A significant legal debate has emerged among GST practitioners regarding the scope and enforceability of Rule 86B of the CGST Rules, 2017, particularly in cases where a taxpayer has discharged the entire output tax liability through Input Tax Credit (ITC) despite being subject to the restriction prescribed under the Rule.
The discussion revolves around a fundamental question:
Can the GST Department issue a Show Cause Notice (SCN) demanding 1% payment in cash merely because Rule 86B was violated, even when there is no short payment of tax and the entire tax liability stands discharged through eligible ITC?
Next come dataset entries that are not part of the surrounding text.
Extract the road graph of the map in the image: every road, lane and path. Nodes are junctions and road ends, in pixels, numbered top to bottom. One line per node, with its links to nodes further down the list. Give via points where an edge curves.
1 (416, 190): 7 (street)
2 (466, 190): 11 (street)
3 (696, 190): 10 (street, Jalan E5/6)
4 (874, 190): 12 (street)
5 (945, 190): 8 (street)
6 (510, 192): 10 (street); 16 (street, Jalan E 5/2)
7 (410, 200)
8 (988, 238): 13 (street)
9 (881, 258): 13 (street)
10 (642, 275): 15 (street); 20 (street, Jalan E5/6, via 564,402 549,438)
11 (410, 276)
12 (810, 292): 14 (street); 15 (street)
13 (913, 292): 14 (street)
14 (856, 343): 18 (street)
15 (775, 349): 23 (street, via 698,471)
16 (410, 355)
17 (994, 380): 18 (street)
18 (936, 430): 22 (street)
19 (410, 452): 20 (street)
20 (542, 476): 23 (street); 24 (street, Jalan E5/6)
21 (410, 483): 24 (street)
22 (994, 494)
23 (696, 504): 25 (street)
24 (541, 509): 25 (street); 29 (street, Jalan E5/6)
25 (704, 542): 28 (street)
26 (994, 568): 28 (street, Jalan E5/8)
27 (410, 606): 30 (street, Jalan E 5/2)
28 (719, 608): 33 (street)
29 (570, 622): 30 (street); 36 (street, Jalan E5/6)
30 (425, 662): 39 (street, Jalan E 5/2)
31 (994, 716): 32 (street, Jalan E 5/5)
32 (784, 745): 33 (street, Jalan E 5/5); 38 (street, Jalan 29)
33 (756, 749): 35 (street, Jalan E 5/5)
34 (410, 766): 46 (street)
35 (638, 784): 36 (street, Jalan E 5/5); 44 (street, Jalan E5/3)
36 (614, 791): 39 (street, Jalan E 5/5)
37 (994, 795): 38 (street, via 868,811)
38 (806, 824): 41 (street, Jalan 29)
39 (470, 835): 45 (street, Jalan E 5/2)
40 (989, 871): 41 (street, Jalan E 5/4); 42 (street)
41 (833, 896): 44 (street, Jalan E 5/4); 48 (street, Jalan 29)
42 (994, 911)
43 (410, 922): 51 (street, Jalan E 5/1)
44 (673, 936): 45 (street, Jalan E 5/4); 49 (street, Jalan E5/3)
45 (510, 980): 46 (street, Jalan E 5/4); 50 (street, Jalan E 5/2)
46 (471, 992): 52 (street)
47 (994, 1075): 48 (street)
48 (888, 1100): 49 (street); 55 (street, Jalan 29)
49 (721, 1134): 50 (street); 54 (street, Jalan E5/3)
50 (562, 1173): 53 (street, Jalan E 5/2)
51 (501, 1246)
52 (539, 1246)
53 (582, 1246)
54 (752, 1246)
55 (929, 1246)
What Does Rule 86B Provide?
Rule 86B, introduced with effect from 1 January 2021, restricts the utilization of ITC in certain cases.
The Rule provides that where the value of taxable supplies (other than exempt and zero-rated supplies) exceeds ₹50 lakh in a month, the registered person cannot use the amount available in the electronic credit ledger to discharge more than 99% of the output tax liability.
Consequently, at least 1% of the tax liability must be discharged through the electronic cash ledger, unless the taxpayer falls within one of the specified exceptions.
Key Exceptions
The restriction does not apply where:
- The registered person has paid more than ₹1 lakh as income tax in each of the last two financial years;
- The proprietor, partner, managing director or any of the directors has paid more than ₹1 lakh as income tax in each of the last two financial years;
- The registered person has received refunds exceeding ₹1 lakh in the preceding financial year;
- The registered person has discharged more than 1% of total GST liability cumulatively in cash.
The Core Legal Question
The controversy arises where a taxpayer, though covered by Rule 86B, pays 100% of the GST liability through valid ITC and no portion through cash.
In such circumstances:
- Tax liability is fully discharged.
- Eligibility of ITC is not disputed.
- No revenue loss occurs.
The question is whether the violation of Rule 86B itself creates a “short payment of tax” capable of being recovered under Section 73 (now Section 74A for relevant periods).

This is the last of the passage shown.